With about 98 percent of districts reporting late last night, Philly voter turnout stood at about 18 percent — which might not sound that impressive (in a sense, it shouldn’t), but considering the fact that voter turnout was just 12 percent for the last competitive DA race in 2009, it’s a notable jump.
Some voting divisions – looking at you, West Philly – Democrats saw a remarkable turnout of just about 50 percent.
— Ryan Godfrey (@rgodfrey) May 17, 2017
With those numbers, the city chose a Democratic DA candidate viewed by many as the most progressive name on the ballot: civil rights lawyer Larry Krasner, who opposes the death penalty, wants to abolish cash bail, and has so far spent his career standing up to cops.

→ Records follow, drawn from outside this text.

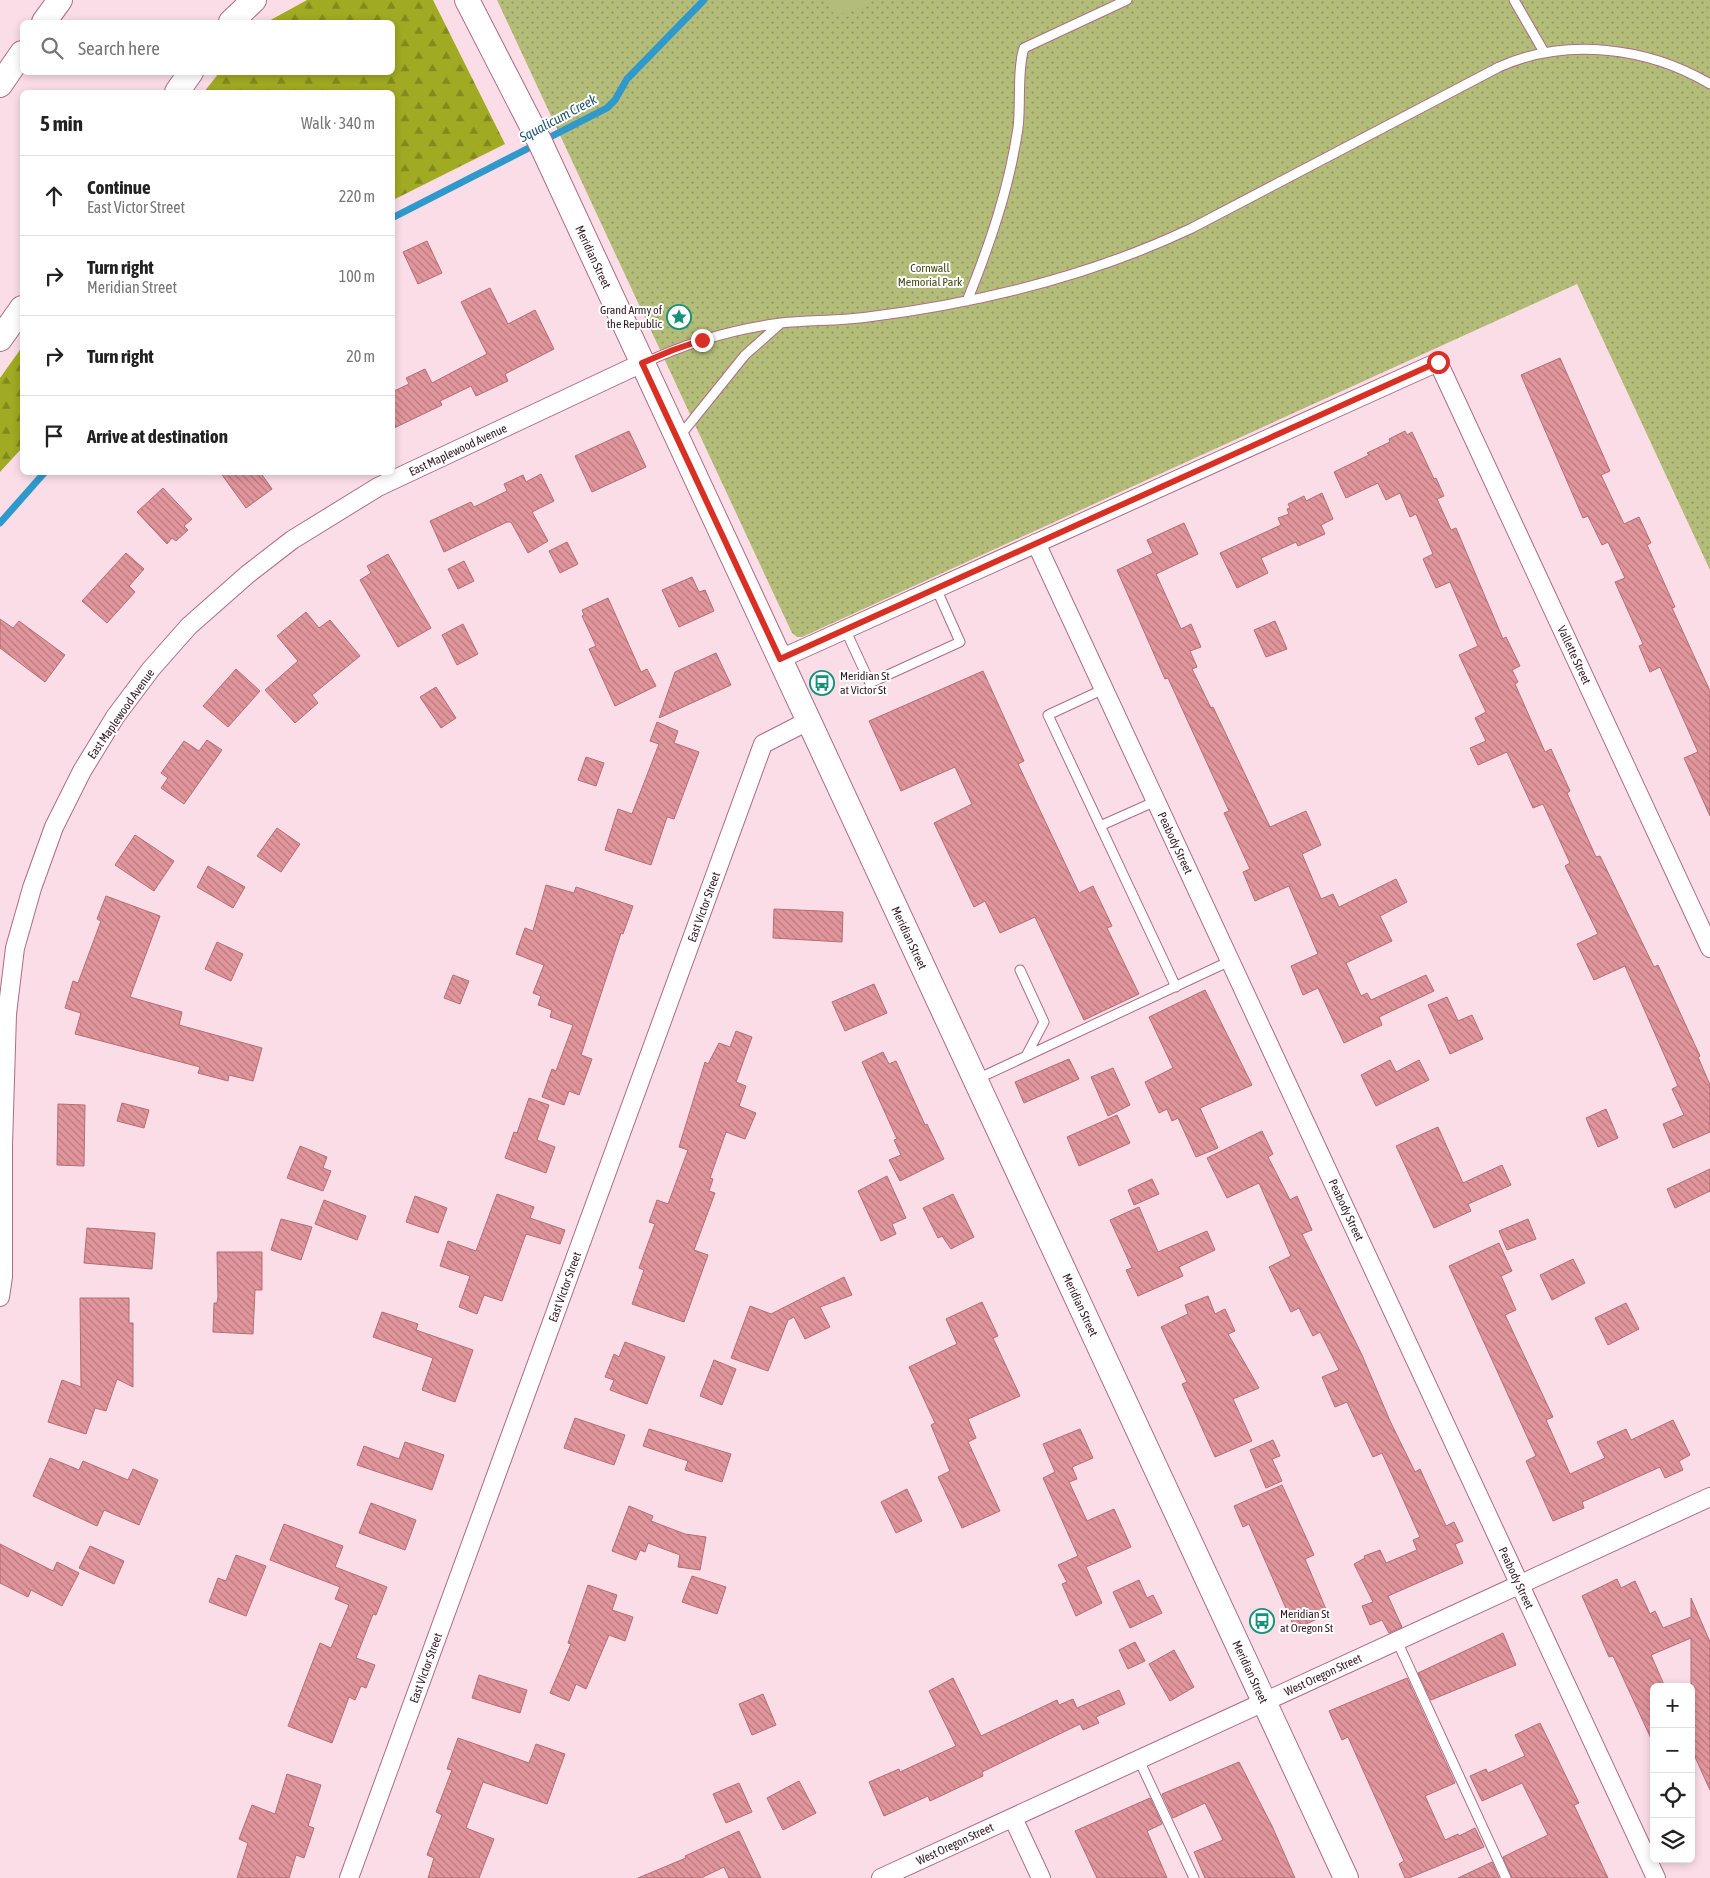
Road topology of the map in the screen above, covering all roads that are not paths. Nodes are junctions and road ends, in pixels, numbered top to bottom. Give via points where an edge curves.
1 (60, 0) edge
2 (254, 0) edge
3 (467, 0) edge
4 (1128, 0) edge
5 (1514, 0) edge
6 (45, 20) edge
7 (233, 20) edge
8 (1544, 52) junction
9 (20, 56) edge
10 (189, 75) edge
11 (1710, 84) edge
12 (0, 85) edge
13 (178, 90) edge
14 (967, 301) junction
15 (20, 311) edge
16 (780, 324) junction
17 (0, 339) edge
18 (642, 363) junction
19 (678, 439) junction
20 (1036, 543) junction
21 (936, 588) junction
22 (845, 629) junction
23 (780, 659) junction
24 (1104, 689) junction
25 (808, 721) junction
26 (1156, 801) junction
27 (1100, 826) junction
28 (1710, 948) edge
29 (1230, 961) junction
30 (1020, 970) dead end
31 (1176, 987) junction
32 (1026, 1056) junction
33 (975, 1080) junction
34 (0, 1297) edge
35 (1710, 1497) edge
36 (1520, 1585) junction
37 (1397, 1641) junction
38 (1264, 1702) junction
39 (1139, 1760) junction
40 (1013, 1818) junction
41 (349, 1878) edge
42 (882, 1878) edge
43 (1041, 1878) edge
44 (1194, 1878) edge
45 (1346, 1878) edge
46 (1506, 1878) edge
47 (1656, 1878) edge

1 - 6 main road
2 - 7 main road
3 - 18 main road, Meridian Street via 540,142
4 - 14 lane via 1024,48 1018,126 1010,171 990,244
5 - 8 lane
8 - 11 lane via 1594,50 1636,55 1665,63
8 - 14 lane via 1499,66 1153,247 1104,265
9 - 12 main road
10 - 13 main road
14 - 16 lane via 868,317
15 - 17 main road
16 - 18 lane via 702,340
16 - 19 lane via 745,355
18 - 19 main road, Meridian Street
18 - 34 street, East Maplewood Avenue via 378,487 292,540 189,626 115,717 82,771 54,827 32,888 16,948 7,1014 3,1277
19 - 23 main road, Meridian Street
20 - 21 street
20 - 24 street, Peabody Street
20 - 28 street, Vallette Street via 1438,362
21 - 22 street
21 - 22 lane via 960,642 870,683
22 - 23 street
23 - 25 main road, Meridian Street
24 - 26 street, Peabody Street
24 - 27 lane via 1048,715
25 - 33 main road, Meridian Street
25 - 41 street, East Victor Street via 763,744
26 - 27 lane
26 - 29 street, Peabody Street
27 - 31 lane
29 - 31 lane
29 - 36 street, Peabody Street
30 - 32 lane via 1044,1022
31 - 32 lane
32 - 33 lane
33 - 38 main road, Meridian Street
35 - 36 street, West Oregon Street
36 - 37 street, West Oregon Street
36 - 47 street, Peabody Street
37 - 38 street, West Oregon Street
37 - 46 lane
38 - 39 street, West Oregon Street
38 - 45 main road, Meridian Street
39 - 40 street, West Oregon Street
39 - 44 lane
40 - 42 street, West Oregon Street
40 - 43 street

Krasner is, apparently, a name Philly can get behind, and in the days leading up to the primary, his platform attracted national attention as well, from news outlets that called him “the Bernie Sanders of the Philadelphia DA race” and “the only candidate who throughout his career demonstrated commitment to the role of community engagement, even when it is contentious.”
Plus, with a $1.45 million donation from a super PAC tied to billionaire philanthropist George Soros (a testament to the sway of big money), Krasner held a significant advantage. But he wasn’t the only anti-establishment candidate who saw success yesterday: Philly also picked Rebecca Rhynhart as its Democratic candidate for city controller, unseating 12-year incumbent and Democratic machine favorite Alan Butkovitz.
So why the uptick in participation – and progressivism? For starters, the city’s Democratic Party didn’t endorse a DA candidate, which allowed for more competition in an already fierce race that was chock-full of lefty candidates.
Civic participation is undoubtedly making a comeback since Trump’s election, which has spurred a new wave of social and political resistance. Krasner clearly functioned as firebrand, likely drawing an increase in votes from millennials (though it’s too soon to know for sure) and those who supported Sanders (Krasner was backed by Our Revolution, the political organization with strong ties to Sanders), or really anyone who vehemently opposes President Donald Trump.
That pushback was already evident in the slew of protests the city’s seen since November. Until yesterday, it wasn’t clear whether or not the resistance would translate at the polls. Now, it’s starting to look like it might.